Los médicos sacaban el discurso de los internos del contexto de sus vidas y lo colocaban, inscrito en fragmentos y flanqueado, de modo muy apropiado, por comillas, dentro del contexto de su propio discurso, con lo cual colaboraban, tal vez de manera involuntaria, aunque también por necesidad, en la puntuación de ambos.18 Tan naturales y esperadas como las citas indirectas pudieran parecer, tanto para los médicos como para los internos del manicomio de principios del siglo XX, estas citas implicaban una complicidad que inquietaba, aunque de manera momentánea, a las disparejas jerarquías que daban forma a la vida dentro de la institución. También manifestaban que, al menos dentro del contexto del manicomio y, de manera más específica, dentro del contexto del expediente médico, el pasado de los ciudadanos ordinarios, los más débiles entre los débiles, en este caso, se había vuelto “citable”. Si, como Walter Benjamin señaló en sus Tesis de filosofía de la historia: “sólo para la humanidad redimida se ha hecho su pasado citable en cada uno de sus momentos”, éste no era un suceso insignificante ni para los internos, ni para los médicos, ni para las historias clínicas que ambos produjeron.19 Por tanto, los expedientes médicos que contenían estas huellas de tal interacción dinámica —identificación del paciente, antecedentes, causas y evolución de la condición mental, observaciones de exámenes mentales y físicos, diagnóstico y tratamiento— podrían ser interpretadas, o utilizadas, como una redención de alguna especie. El inicio.

En todo caso y a final de cuentas, los diagnósticos institucionales eran registrados por los médicos del Manicomio General y no por los internos del mismo, hecho de relevancia médica, cultural y, en última instancia, política. A pesar de que las frases indirectas acercaban a los médicos y a los internos, lo cual alteraba las jerarquías del hospital psiquiátrico aunque fuera sólo de momento, la firma que aparecía en la parte inferior de cada observación restituía el terreno desigual sobre el cual ambos actores se movían. Y eso, renormalizado, es lo que leemos.

Asuntos de sexo, violencia y redención

Los médicos de La Castañeda registraron alrededor de ochenta distintos diagnósticos durante las tres primeras décadas del siglo XX. Esta cantidad no sólo puso al descubierto la falta de sistematización en las clasificaciones psiquiátricas en el México de principios del siglo XX, sino también reflejó la implacable interacción que les dio forma. Factores tanto médicos como no médicos desempeñaron una función primordial en dicho proceso. Entre muchos, este libro examina de cerca la elaboración y evolución de un grupo de diagnósticos: el de la locura moral, esencialmente porque los debates que los produjeron pusieron de manifiesto de manera más acusada la interacción entre la sociedad y el padecimiento mental. Los casos de locura moral, por ejemplo, se relacionaron de manera estrecha con las deliberaciones en curso acerca del sitio adecuado para las mujeres y, de manera más específica, con la sexualidad femenina en la sociedad en general. En algún libro futuro, que tal vez ya esté siendo escrito ahora mismo por algún avezado historiador, podrían discutirse a fondo los casos de alcoholismo, los cuales guardaban una relación directa con argumentos contemporáneos acerca de la correcta configuración de la masculinidad. Por otra parte, además de ser muy numerosos, los diagnósticos de epilepsia arrojaron luz sobre la dinámica particular del cuidado familiar cuando era desafiado por una condición crónica.

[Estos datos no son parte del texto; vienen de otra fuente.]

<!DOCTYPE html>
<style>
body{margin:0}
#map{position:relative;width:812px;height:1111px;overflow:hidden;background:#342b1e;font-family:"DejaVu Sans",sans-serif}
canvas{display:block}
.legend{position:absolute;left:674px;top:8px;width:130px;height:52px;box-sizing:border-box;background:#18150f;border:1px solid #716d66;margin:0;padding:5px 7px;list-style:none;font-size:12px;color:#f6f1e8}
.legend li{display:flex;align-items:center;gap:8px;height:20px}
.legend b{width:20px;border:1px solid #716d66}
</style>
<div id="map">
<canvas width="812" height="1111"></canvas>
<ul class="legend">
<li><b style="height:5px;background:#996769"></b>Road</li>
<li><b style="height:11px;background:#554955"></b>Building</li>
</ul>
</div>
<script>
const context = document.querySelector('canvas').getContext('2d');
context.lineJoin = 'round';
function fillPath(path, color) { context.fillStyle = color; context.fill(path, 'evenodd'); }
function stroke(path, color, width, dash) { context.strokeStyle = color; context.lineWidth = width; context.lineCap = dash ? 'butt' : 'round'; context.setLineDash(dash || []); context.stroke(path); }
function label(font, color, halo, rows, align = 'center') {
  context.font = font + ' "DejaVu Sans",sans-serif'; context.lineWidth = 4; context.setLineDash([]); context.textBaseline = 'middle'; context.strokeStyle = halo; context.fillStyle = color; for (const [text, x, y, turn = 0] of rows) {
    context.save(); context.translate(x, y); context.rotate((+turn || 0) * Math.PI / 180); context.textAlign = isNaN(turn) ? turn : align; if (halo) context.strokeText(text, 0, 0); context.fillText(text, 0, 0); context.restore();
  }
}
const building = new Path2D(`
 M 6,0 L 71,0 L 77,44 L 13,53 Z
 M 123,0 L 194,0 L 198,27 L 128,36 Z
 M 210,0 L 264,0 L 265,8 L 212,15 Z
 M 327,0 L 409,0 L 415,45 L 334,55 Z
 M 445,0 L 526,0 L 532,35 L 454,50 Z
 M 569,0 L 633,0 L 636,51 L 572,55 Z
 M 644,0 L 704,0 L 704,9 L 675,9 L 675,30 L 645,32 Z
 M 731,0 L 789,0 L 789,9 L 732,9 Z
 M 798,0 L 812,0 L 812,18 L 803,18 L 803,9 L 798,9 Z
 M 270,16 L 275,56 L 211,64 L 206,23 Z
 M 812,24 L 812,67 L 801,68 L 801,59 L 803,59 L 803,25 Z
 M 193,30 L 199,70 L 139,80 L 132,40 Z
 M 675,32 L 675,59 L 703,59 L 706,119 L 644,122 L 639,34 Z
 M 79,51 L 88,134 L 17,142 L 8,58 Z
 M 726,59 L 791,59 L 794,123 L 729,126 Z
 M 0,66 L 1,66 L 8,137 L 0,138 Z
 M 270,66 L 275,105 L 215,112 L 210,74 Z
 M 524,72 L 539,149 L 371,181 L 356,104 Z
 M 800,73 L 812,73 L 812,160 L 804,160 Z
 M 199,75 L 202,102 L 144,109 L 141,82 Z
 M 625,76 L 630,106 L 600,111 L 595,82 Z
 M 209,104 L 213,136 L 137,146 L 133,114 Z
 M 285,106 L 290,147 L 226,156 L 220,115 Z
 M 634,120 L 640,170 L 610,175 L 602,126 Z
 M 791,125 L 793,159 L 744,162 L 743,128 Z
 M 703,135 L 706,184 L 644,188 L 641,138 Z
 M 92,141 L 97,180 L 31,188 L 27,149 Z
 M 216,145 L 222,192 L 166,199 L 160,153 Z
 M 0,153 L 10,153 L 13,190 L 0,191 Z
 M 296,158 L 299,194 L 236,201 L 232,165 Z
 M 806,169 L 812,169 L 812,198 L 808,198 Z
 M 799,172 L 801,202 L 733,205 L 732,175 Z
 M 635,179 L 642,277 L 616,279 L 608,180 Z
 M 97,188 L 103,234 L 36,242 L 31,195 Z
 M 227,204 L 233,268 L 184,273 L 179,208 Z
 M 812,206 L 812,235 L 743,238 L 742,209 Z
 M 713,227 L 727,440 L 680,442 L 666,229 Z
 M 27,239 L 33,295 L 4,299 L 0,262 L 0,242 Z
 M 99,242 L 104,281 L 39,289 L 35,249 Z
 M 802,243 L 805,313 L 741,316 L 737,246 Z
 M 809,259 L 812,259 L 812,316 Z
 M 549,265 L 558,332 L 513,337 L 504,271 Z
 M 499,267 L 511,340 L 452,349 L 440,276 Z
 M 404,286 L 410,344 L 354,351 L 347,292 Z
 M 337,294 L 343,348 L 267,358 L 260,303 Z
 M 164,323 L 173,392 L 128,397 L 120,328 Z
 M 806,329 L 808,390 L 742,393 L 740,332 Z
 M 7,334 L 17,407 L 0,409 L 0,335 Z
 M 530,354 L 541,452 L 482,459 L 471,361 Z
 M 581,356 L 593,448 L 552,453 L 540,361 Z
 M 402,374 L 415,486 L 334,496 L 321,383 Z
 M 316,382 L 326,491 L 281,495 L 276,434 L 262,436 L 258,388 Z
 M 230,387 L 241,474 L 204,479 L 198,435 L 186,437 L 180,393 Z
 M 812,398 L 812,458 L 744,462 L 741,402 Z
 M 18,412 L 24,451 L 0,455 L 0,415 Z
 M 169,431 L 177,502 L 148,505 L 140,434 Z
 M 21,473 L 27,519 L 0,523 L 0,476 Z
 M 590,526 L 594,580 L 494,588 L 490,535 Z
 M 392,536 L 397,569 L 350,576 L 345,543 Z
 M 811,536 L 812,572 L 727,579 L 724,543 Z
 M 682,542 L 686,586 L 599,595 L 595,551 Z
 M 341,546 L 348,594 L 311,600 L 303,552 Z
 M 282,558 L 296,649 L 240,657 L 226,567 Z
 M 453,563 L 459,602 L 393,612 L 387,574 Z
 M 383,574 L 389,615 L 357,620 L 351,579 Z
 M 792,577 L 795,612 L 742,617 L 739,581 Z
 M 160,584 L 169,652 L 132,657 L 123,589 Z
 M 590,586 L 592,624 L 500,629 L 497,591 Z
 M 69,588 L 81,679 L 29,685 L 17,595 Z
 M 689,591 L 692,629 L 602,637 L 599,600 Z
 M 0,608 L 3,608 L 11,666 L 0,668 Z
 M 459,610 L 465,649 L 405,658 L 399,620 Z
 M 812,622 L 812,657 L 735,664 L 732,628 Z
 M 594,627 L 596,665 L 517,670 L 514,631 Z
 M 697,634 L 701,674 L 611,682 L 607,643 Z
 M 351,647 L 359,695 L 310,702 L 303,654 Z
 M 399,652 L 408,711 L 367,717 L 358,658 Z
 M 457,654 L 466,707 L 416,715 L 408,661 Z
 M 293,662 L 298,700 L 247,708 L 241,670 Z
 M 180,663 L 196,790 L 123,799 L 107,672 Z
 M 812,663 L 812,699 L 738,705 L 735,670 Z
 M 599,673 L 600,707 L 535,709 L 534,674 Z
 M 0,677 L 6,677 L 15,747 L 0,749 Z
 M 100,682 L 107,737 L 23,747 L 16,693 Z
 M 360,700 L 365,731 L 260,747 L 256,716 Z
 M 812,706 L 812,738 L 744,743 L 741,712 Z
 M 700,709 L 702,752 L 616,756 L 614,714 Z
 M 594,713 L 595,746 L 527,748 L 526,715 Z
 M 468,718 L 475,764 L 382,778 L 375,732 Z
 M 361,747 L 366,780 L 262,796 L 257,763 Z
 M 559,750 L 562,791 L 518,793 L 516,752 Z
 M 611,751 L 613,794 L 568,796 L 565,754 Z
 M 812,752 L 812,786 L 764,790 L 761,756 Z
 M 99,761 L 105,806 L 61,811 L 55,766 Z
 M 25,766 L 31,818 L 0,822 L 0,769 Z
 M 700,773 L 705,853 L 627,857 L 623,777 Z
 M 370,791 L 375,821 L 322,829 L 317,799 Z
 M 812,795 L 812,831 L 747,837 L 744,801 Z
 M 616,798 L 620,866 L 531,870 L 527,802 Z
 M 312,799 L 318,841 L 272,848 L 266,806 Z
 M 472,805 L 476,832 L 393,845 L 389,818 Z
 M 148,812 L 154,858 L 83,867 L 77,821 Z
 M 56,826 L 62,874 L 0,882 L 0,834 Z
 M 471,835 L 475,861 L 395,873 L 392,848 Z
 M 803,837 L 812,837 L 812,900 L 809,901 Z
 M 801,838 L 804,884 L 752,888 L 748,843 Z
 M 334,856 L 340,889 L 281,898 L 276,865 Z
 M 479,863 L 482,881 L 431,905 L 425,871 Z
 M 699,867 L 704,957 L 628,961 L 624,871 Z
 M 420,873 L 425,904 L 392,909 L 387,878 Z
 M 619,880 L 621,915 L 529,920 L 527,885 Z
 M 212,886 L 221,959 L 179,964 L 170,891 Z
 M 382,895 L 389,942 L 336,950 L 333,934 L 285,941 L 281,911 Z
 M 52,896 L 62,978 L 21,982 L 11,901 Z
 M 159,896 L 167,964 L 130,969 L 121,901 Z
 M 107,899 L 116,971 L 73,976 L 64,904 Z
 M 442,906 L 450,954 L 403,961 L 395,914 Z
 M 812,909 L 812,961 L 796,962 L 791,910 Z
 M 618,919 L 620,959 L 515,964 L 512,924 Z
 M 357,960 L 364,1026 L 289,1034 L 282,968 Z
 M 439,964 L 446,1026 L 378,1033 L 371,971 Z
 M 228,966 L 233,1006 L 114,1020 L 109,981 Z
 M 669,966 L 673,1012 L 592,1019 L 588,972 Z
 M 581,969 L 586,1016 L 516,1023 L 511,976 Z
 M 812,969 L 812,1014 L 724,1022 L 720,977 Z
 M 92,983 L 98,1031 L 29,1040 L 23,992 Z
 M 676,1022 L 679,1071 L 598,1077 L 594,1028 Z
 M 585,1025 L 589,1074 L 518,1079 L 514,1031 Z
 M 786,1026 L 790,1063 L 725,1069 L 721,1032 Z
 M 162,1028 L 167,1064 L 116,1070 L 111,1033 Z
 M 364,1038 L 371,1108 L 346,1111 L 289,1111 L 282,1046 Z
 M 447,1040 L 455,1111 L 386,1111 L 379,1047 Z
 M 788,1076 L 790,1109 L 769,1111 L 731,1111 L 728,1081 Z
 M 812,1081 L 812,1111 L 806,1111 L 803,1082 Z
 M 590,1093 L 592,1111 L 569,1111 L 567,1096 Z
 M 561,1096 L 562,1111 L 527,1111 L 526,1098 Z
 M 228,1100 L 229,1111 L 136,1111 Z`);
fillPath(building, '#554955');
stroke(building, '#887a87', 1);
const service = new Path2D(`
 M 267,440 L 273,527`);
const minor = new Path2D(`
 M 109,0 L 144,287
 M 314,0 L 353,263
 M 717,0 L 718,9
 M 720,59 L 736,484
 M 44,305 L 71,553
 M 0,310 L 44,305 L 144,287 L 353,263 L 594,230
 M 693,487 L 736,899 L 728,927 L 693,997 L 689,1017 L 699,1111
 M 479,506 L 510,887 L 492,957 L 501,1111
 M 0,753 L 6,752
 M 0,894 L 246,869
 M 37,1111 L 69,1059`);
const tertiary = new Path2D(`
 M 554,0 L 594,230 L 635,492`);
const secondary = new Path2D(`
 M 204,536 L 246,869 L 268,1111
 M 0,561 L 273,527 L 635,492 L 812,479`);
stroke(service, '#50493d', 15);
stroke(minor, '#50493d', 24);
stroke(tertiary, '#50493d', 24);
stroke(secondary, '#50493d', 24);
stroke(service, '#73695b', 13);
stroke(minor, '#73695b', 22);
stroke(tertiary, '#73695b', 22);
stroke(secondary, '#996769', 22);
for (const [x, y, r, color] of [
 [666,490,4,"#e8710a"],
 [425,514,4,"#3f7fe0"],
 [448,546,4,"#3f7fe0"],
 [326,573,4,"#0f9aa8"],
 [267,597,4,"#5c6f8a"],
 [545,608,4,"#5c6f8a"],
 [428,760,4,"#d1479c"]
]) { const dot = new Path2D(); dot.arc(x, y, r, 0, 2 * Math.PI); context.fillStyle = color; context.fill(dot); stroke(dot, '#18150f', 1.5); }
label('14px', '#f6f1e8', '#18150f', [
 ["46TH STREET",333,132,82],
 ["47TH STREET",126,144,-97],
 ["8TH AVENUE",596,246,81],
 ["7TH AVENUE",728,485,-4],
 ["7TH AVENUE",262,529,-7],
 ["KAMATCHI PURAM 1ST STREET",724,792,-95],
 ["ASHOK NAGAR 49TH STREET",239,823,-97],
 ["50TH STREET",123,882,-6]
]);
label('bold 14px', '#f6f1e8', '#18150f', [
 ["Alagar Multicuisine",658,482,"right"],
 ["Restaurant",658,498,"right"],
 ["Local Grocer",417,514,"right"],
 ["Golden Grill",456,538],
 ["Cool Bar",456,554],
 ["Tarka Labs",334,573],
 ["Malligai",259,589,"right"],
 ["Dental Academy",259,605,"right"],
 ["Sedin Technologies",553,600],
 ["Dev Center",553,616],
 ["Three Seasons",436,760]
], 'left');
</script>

Los expedientes médicos donde se resguardan los casos diagnosticados como locura moral suelen distinguirse por el generoso número de sus páginas. Ya en letra manuscrita o en hojas mecanografiadas, ya acompañados de cartas personales, manifiestos públicos o incluso dibujos, estos documentos confirman que, cuando los temas tratados concernían a la sexualidad de las pacientes o a sus sufrimientos relacionados con la violencia tanto social como doméstica, el debate entre psiquiatras e internas solía ser largo. Llenos de datos íntimos sobre su vida cotidiana y de interpretaciones agudas alrededor de las interacciones sociales y sexuales de sus cuerpos, los casos de locura moral, en suma, me han ayudado a explorar la construcción de conceptos de género, clase y nación desde el punto de vista más personal y dinámico, más oscuro y zigzagueante de las entrevistas médicas. Asimismo, será preciso considerar que estos puntos de vista contribuyeron a dar forma a las definiciones de los padecimientos mentales y, de manera más amplia, a las prácticas médicas en el Manicomio General.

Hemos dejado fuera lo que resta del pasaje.